**Task directions**. From the line containing "Build a routing" to the last line of the records, reproduce every line exactly and print nothing else.

----- Source records

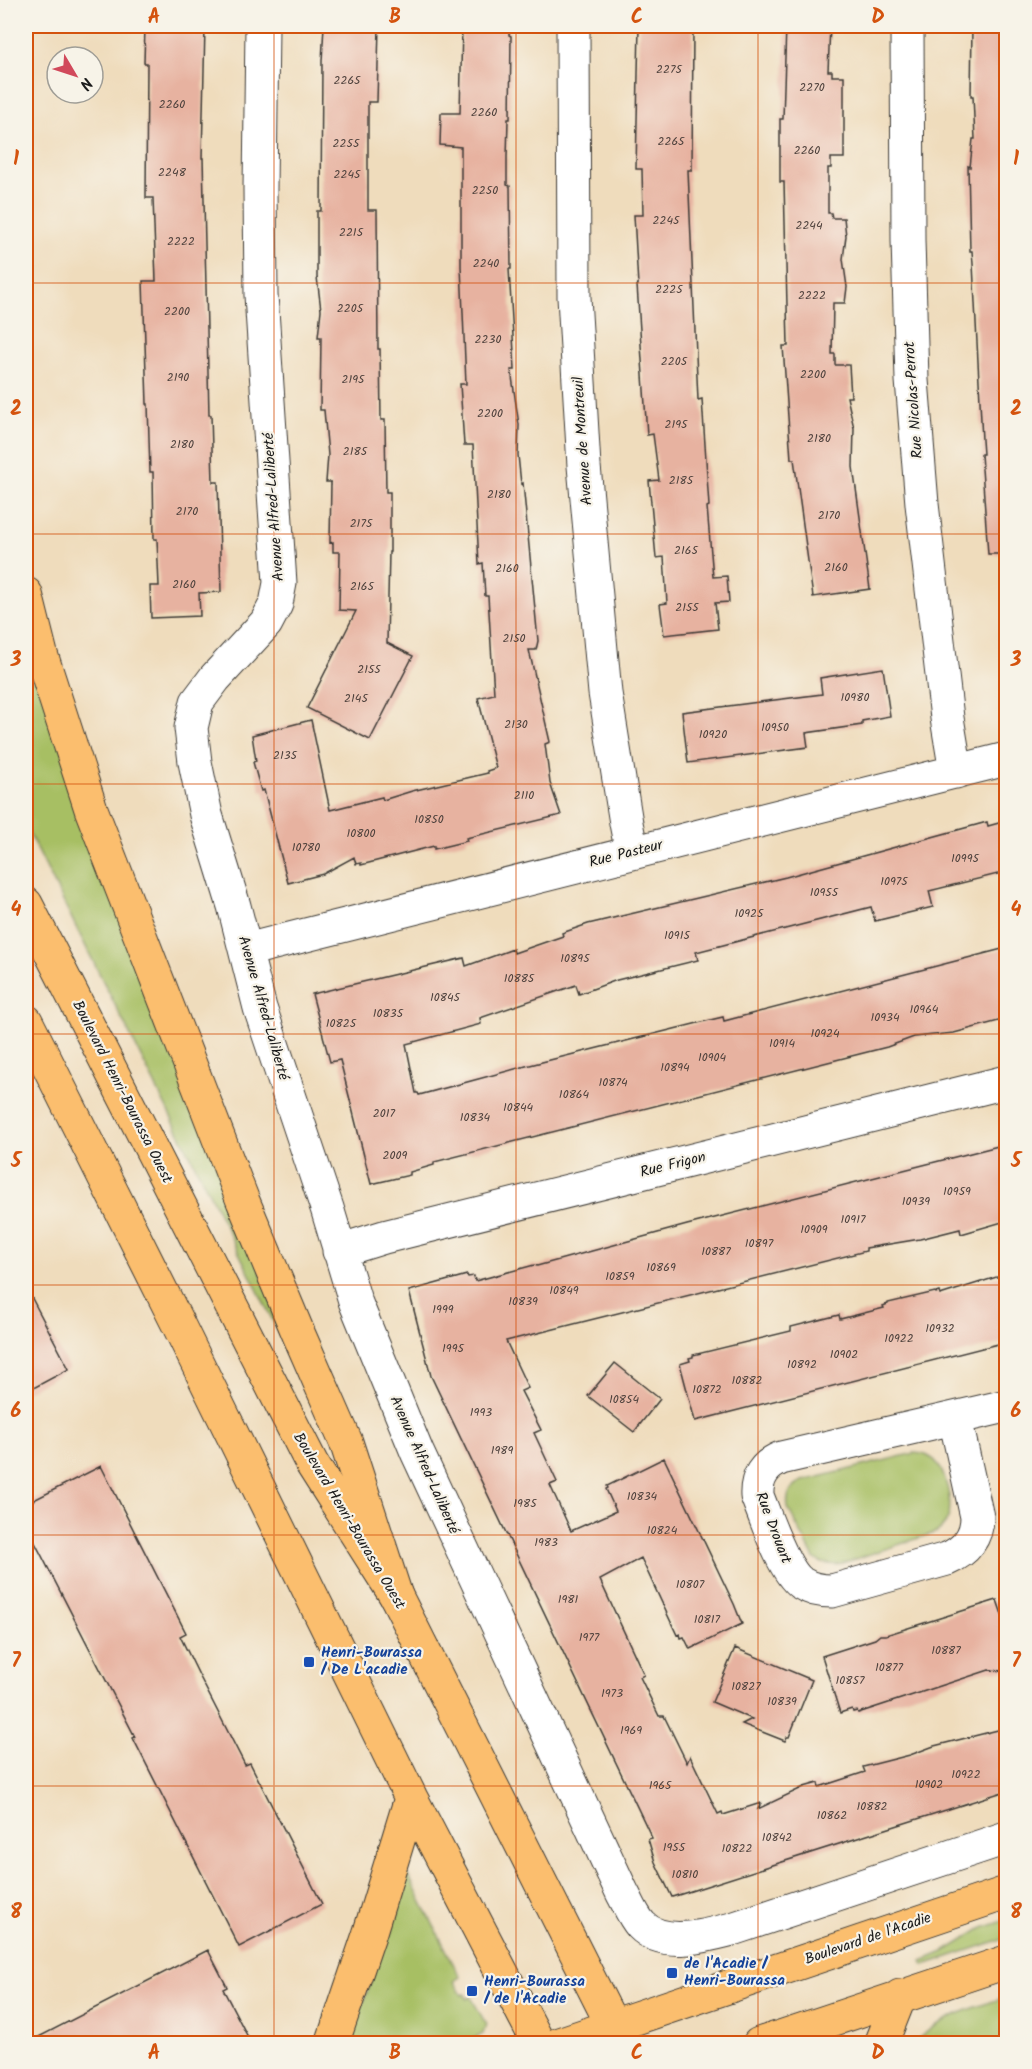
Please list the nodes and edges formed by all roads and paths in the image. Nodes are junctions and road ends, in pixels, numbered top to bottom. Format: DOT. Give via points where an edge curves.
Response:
graph roads {
  1 [pos="262,26"];
  2 [pos="573,26"];
  3 [pos="907,26"];
  4 [pos="26,594"];
  5 [pos="1006,759"];
  6 [pos="956,772"];
  7 [pos="632,853"];
  8 [pos="26,904"];
  9 [pos="246,950"];
  10 [pos="26,1022"];
  11 [pos="1006,1082"];
  12 [pos="339,1251"];
  13 [pos="1006,1406"];
  14 [pos="956,1418"];
  15 [pos="396,1596"];
  16 [pos="411,1798"];
  17 [pos="1006,1838"];
  18 [pos="1006,1893"];
  19 [pos="1006,1962"];
  20 [pos="900,1996"];
  21 [pos="617,2034"];
  22 [pos="332,2043"];
  23 [pos="539,2043"];
  24 [pos="559,2043"];
  25 [pos="759,2043"];
  26 [pos="880,2043"];
  1 -- 9 [label="street, Avenue Alfred-Laliberté" via="261,295 280,583 276,604 266,623 202,695 191,728 206,815"];
  2 -- 7 [label="street, Avenue de Montreuil" via="574,297 585,486 605,693"];
  3 -- 6 [label="street, Rue Nicolas-Perrot" via="913,392 922,504"];
  4 -- 15 [label="main road" via="41,654 91,809 243,1201 346,1442"];
  5 -- 6 [label="street, Rue Pasteur"];
  6 -- 7 [label="street, Rue Pasteur"];
  7 -- 9 [label="street, Rue Pasteur"];
  8 -- 15 [label="main road, Boulevard Henri-Bourassa Ouest" via="312,1464"];
  9 -- 12 [label="street, Avenue Alfred-Laliberté" via="260,1008"];
  10 -- 16 [label="main road"];
  11 -- 12 [label="street, Rue Frigon"];
  12 -- 17 [label="street, Avenue Alfred-Laliberté" via="355,1301 417,1452 613,1872 641,1924 666,1937 707,1935"];
  13 -- 14 [label="street, Rue Drouart"];
  14 -- 14 [label="street, Rue Drouart" via="769,1464 760,1475 757,1496 786,1564 801,1583 816,1590 832,1591 947,1559 967,1546 977,1517"];
  15 -- 21 [label="main road, Boulevard Henri-Bourassa Ouest"];
  16 -- 22 [label="main road"];
  16 -- 23 [label="main road"];
  18 -- 21 [label="main road, Boulevard de l'Acadie"];
  19 -- 20 [label="main road"];
  20 -- 25 [label="main road"];
  20 -- 26 [label="main road"];
  21 -- 24 [label="main road, Boulevard de l'Acadie"];
}
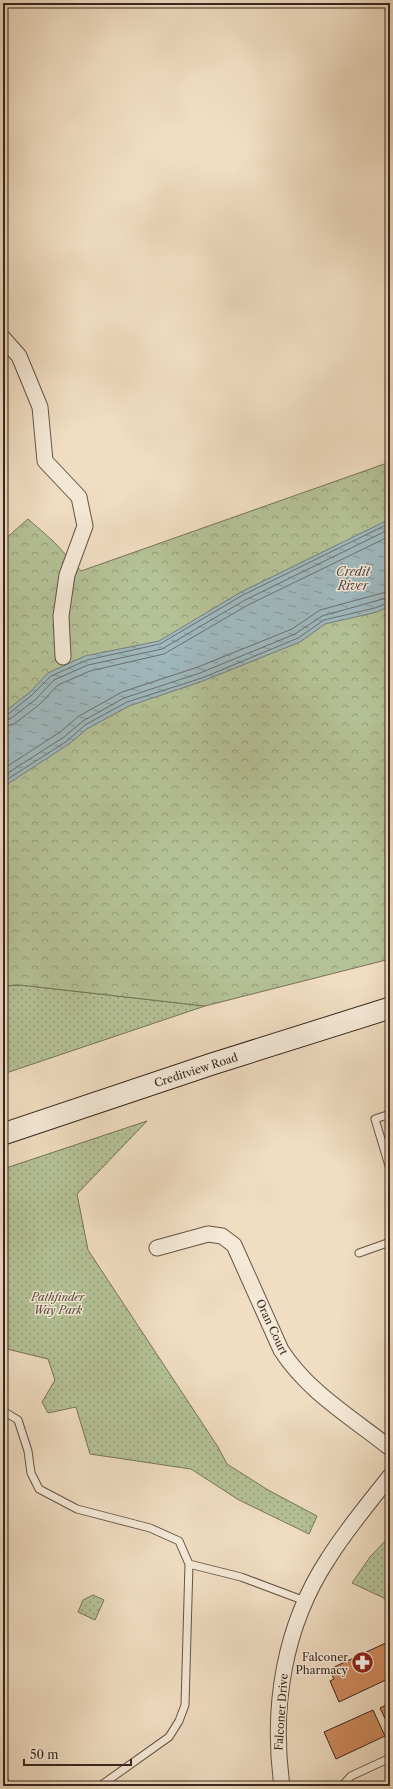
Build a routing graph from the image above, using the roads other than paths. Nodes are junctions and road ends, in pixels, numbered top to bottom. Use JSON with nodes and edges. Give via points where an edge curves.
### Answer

----------

**Task response**.
Build a routing graph from the image above, using the roads other than paths. Nodes are junctions and road ends, in pixels, numbered top to bottom. Use JSON with nodes and edges. Give via points where an edge curves.
### Answer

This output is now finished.